Hollywood Heaven: Tragic Lives,
Tragic Deaths
(2013) runs only 79 minutes, but covers the back stories on the losses of name
stars like Bela Lugosi, Tyrone Power, Rock Hudson, Marilyn Monroe, James Dean,
Natalie Wood (a story still unfolding, sadly), Alan Ladd, Sharon Tate, Rudolph
Valentino, George Reeve, Steve McQueen and W.C. Fields. They are stories anyone who lives movies,
fame and glamour should be familiar with, but for the first time, ones that are
getting lost in the shuffle. There are
no extras here, but this is worth a good look and is pretty well done for a
compilation work.
Finally
we have Lloyd Kramer’s Liz & Dick
(2012) with the now perpetually obnoxious and self-destructing Lindsay Lohan,
once on her way to a big movie career, playing Elizabeth Taylor as she meets
Richard Burton (played here with mixed results by Grant Bowler) making
Cleopatra. Though this had potential and
some of the facts are good, the cable telefilm is an unconvincing mess, with
Lohan awful as Liz, not understanding any major aspect of who she was.
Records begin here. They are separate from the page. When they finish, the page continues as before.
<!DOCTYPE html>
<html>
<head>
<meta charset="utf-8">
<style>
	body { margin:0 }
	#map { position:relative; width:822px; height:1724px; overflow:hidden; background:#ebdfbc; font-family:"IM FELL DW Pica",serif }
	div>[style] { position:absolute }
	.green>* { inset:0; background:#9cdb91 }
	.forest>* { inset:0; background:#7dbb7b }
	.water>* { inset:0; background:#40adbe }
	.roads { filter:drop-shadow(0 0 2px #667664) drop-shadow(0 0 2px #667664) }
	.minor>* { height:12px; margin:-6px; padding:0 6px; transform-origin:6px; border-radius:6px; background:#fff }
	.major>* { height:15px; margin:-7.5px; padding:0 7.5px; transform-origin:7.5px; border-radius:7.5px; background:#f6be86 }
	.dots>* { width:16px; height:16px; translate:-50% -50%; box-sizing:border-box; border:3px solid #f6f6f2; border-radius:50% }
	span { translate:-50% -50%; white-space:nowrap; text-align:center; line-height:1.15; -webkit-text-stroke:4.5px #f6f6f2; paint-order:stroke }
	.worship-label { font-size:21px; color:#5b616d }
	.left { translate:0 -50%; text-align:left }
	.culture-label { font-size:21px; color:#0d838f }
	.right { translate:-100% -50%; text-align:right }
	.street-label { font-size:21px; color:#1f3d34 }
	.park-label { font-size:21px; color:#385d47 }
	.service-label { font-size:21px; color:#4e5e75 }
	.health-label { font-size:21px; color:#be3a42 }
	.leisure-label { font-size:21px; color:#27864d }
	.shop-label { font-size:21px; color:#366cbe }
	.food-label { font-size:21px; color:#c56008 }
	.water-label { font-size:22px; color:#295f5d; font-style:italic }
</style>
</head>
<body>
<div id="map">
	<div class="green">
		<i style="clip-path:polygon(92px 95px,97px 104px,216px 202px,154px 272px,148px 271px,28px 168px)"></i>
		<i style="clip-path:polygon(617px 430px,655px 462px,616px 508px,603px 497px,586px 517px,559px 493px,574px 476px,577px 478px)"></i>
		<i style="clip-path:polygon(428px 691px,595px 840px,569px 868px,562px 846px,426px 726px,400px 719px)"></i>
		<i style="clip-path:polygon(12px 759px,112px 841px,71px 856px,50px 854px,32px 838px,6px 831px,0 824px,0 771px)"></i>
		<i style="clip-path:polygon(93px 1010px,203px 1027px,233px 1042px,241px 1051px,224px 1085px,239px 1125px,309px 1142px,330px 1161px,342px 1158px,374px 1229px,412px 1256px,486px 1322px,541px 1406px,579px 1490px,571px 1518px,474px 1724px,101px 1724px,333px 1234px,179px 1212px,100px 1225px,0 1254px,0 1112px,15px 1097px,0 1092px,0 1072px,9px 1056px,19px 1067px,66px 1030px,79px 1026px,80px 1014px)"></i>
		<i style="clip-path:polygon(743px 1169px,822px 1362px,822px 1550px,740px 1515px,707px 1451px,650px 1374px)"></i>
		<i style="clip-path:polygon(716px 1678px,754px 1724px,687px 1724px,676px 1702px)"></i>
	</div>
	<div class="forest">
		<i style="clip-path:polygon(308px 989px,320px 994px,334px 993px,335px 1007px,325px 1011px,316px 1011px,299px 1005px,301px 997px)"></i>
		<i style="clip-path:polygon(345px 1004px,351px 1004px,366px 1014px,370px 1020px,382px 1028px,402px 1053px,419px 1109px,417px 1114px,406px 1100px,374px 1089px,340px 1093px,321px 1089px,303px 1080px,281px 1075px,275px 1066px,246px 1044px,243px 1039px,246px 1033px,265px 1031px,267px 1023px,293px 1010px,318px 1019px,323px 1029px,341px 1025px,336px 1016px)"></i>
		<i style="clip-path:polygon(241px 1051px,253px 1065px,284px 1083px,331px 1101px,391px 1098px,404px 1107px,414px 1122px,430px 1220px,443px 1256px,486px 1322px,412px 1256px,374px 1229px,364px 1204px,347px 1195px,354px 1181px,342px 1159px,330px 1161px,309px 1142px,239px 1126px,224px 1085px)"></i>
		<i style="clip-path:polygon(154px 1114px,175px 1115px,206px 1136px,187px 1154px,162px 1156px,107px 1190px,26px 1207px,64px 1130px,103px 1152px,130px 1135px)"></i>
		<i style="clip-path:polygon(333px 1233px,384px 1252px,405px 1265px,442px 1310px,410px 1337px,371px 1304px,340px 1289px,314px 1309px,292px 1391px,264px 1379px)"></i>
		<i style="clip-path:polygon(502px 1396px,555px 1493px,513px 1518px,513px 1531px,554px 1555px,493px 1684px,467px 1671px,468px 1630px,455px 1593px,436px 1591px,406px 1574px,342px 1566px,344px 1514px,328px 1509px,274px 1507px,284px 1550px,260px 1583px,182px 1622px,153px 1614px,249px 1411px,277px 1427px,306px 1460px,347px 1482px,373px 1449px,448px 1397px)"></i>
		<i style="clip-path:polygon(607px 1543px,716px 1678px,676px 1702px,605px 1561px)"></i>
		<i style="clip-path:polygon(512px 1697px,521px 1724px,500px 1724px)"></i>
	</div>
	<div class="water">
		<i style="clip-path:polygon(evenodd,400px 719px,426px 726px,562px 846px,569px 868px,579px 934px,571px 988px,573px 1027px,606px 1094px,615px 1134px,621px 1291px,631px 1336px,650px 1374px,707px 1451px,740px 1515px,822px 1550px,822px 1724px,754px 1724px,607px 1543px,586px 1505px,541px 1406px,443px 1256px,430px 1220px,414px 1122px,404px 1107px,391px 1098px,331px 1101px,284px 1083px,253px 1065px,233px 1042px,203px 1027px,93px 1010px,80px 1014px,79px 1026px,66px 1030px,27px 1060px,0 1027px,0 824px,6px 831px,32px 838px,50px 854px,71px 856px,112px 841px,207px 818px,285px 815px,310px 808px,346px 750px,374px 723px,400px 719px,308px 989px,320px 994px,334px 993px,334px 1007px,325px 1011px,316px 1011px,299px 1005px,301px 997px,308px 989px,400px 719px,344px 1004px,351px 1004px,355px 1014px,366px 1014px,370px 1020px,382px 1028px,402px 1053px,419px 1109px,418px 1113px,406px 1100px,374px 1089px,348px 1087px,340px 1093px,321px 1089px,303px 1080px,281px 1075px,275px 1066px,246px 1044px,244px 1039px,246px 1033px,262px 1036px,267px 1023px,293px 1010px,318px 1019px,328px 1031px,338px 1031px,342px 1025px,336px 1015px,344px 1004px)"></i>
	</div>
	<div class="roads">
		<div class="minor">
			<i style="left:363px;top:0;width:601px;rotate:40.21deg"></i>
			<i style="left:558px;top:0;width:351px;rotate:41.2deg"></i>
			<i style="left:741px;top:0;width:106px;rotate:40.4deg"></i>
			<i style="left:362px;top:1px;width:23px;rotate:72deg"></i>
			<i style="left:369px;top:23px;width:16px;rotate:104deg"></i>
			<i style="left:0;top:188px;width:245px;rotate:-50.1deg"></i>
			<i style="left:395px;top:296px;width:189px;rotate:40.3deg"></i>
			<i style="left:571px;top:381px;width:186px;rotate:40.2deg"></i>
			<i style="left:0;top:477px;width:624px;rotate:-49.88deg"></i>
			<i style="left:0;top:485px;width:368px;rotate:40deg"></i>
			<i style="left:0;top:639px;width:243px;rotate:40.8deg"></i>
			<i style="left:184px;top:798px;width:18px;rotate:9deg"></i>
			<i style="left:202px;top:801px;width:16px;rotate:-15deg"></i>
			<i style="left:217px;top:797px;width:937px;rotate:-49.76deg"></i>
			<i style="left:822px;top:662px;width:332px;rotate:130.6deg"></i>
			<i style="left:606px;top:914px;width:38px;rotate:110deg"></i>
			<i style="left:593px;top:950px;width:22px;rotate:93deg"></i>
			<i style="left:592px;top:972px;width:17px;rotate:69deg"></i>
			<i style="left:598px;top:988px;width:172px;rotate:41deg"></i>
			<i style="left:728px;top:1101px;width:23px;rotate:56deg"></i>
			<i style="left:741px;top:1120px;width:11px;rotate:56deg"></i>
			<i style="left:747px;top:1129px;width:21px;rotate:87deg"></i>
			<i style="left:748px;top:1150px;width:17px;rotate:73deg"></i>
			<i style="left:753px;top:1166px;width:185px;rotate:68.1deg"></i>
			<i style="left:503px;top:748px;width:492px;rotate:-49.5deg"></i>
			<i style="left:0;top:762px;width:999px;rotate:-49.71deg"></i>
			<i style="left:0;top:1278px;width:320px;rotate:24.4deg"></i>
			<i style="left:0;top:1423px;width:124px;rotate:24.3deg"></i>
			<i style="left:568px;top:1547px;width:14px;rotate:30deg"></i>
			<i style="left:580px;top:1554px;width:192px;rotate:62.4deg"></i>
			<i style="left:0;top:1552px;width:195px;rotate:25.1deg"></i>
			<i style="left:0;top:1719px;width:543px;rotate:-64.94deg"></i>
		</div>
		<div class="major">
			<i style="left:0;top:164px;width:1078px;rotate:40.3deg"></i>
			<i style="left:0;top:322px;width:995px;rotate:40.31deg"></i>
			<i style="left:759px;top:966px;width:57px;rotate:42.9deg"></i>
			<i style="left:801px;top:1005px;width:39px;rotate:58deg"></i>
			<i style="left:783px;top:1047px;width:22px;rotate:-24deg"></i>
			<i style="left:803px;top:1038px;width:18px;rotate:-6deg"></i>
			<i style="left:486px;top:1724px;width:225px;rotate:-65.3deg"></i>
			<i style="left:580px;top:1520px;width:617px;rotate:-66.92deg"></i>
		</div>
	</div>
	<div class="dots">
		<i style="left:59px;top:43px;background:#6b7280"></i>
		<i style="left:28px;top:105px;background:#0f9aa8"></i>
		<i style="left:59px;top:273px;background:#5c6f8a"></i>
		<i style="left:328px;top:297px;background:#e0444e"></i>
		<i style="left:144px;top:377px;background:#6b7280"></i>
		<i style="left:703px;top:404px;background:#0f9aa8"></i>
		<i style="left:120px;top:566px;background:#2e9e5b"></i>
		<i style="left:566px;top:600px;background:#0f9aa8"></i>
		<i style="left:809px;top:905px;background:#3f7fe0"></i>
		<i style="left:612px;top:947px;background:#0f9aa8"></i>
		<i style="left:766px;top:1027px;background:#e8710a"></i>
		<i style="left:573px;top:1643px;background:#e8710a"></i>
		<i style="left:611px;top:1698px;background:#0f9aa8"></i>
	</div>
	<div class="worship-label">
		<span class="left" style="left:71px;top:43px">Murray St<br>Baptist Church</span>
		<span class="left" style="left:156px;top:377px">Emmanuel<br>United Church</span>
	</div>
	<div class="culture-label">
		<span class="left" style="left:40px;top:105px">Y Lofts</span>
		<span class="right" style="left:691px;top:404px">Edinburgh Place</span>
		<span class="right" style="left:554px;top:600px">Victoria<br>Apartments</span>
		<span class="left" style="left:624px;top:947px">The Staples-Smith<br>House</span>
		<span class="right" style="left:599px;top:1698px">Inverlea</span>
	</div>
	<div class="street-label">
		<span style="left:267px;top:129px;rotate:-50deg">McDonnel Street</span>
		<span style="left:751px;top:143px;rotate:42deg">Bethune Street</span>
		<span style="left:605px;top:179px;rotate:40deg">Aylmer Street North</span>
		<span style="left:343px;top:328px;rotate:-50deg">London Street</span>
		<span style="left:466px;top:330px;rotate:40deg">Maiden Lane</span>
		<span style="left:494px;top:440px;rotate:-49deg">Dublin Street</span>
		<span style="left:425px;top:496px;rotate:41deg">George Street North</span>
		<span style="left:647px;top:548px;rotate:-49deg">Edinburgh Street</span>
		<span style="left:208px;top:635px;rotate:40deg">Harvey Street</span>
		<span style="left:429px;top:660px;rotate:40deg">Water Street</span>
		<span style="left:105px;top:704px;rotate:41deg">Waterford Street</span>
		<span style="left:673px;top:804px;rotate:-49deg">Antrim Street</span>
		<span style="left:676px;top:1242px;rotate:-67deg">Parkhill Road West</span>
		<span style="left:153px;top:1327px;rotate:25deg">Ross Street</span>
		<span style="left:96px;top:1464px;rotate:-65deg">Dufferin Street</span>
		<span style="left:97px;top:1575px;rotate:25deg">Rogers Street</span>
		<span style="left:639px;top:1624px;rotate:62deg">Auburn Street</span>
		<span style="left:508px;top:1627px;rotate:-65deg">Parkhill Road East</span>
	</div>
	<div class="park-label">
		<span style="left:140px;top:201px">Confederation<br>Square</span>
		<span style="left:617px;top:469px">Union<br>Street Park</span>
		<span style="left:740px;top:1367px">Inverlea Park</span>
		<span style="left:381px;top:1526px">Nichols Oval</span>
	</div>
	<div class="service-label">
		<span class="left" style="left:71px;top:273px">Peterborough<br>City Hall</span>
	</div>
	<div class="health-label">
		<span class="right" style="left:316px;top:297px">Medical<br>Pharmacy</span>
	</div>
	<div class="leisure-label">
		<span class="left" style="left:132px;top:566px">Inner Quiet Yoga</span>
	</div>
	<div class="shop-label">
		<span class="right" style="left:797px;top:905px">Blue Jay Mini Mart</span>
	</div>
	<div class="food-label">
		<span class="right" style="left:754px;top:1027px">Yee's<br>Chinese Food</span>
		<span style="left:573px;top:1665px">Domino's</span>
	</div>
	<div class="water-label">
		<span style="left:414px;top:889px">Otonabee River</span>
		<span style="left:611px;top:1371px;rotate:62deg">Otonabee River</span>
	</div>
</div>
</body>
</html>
The hype for this was from a bad gal playing
a once Hollywood bad gal, maybe the ultimate high
level bad gal, but Lohan comes across as bored and looks as if she is on a
budget for Halloween in all eras of portrayal.
Running
90 minutes, the TV movie never captures the shock, fell, excitement and
insanity of the real affair as it happened and manages to make it plain, boring
and generic. I did not expect much from
it when it was announced, but I never imagined it would be this bad.
On
cameras interviews with the stars are the only major extra.
The 1.33
X 1 on Taylor and Tragic are on the soft side, have their
share of aliasing errors and a mix of good and worn footage (finished on analog
video) make this usually watchable, but not much more. The anamorphically enhanced 1.78 X 1 image on
Liz looks better by default being a new shoot, but it is softer than I
expected. The lossy Dolby Digital 2.0
sound on Taylor and Tragic are simple stereo at best, but many audio moments are
monophonic and sometime the audio can get rough, while the lossy Dolby Digital
5.1 on Liz is better, but weaker than expected, partly due to it being
dialogue-based and part of it simply due to a lack of soundfield.